══ GIVEN DATA
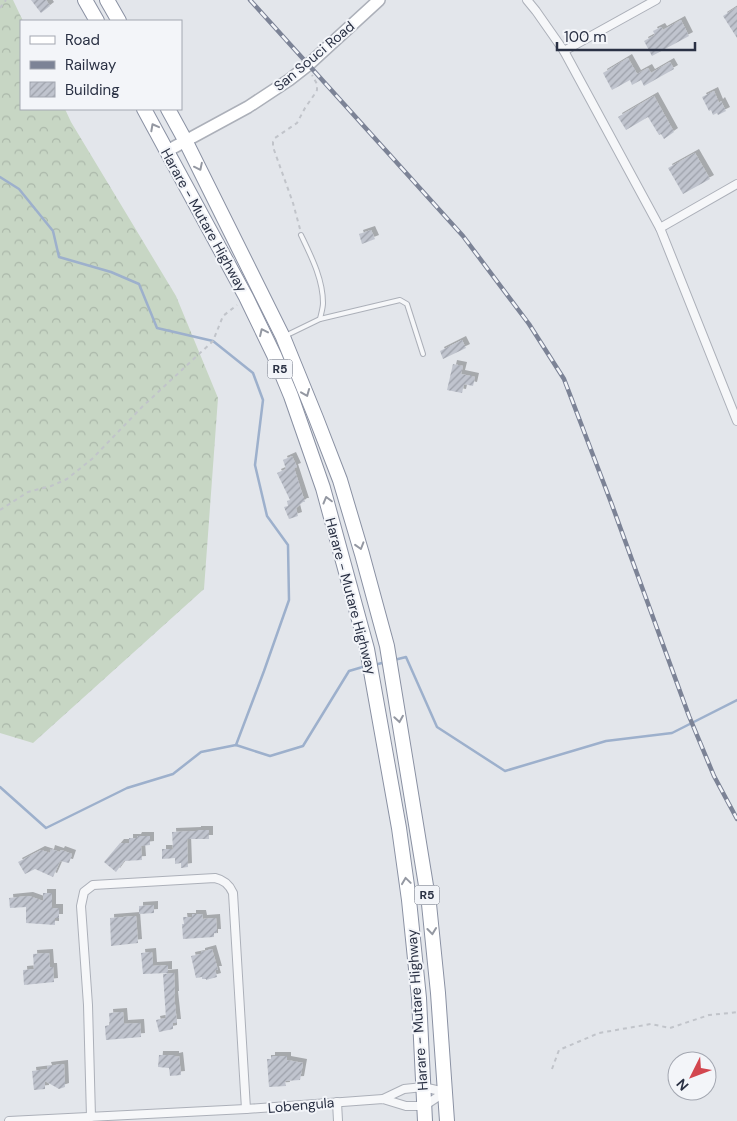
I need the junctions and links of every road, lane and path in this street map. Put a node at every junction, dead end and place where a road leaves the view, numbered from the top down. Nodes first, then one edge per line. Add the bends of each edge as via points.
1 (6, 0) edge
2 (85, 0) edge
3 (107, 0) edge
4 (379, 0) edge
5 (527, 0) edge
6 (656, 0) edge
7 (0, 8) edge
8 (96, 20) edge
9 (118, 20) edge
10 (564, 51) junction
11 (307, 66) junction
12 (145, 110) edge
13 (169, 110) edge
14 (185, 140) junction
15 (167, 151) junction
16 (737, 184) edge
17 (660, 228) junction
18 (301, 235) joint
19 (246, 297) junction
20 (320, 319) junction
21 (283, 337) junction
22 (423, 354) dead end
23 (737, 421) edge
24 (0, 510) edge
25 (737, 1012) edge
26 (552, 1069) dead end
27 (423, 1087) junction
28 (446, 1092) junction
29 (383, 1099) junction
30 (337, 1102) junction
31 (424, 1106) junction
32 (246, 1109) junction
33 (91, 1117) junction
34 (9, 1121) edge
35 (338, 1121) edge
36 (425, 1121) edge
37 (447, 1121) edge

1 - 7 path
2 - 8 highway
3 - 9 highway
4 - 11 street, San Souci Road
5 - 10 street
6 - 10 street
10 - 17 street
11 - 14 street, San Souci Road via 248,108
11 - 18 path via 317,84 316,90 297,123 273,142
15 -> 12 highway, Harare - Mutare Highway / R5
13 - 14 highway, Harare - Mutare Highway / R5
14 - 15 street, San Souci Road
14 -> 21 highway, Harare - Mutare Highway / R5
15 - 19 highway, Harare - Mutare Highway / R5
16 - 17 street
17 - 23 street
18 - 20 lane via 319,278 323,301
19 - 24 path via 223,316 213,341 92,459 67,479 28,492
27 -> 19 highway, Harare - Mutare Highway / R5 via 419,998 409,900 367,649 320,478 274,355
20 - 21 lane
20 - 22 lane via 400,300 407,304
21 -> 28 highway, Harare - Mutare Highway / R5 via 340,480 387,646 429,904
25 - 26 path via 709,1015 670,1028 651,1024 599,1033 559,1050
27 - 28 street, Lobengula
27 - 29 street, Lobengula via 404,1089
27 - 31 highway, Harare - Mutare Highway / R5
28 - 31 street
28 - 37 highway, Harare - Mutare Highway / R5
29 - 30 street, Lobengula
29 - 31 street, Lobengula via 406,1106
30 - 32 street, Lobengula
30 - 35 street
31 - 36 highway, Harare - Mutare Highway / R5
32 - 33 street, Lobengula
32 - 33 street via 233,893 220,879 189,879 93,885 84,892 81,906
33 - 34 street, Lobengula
════
- [TASK PROMPT]: Go through the material and copy each line that contains "highway".

- [RESULT]:
2 - 8 highway
3 - 9 highway
15 -> 12 highway, Harare - Mutare Highway / R5
13 - 14 highway, Harare - Mutare Highway / R5
14 -> 21 highway, Harare - Mutare Highway / R5
15 - 19 highway, Harare - Mutare Highway / R5
27 -> 19 highway, Harare - Mutare Highway / R5 via 419,998 409,900 367,649 320,478 274,355
21 -> 28 highway, Harare - Mutare Highway / R5 via 340,480 387,646 429,904
27 - 31 highway, Harare - Mutare Highway / R5
28 - 37 highway, Harare - Mutare Highway / R5
31 - 36 highway, Harare - Mutare Highway / R5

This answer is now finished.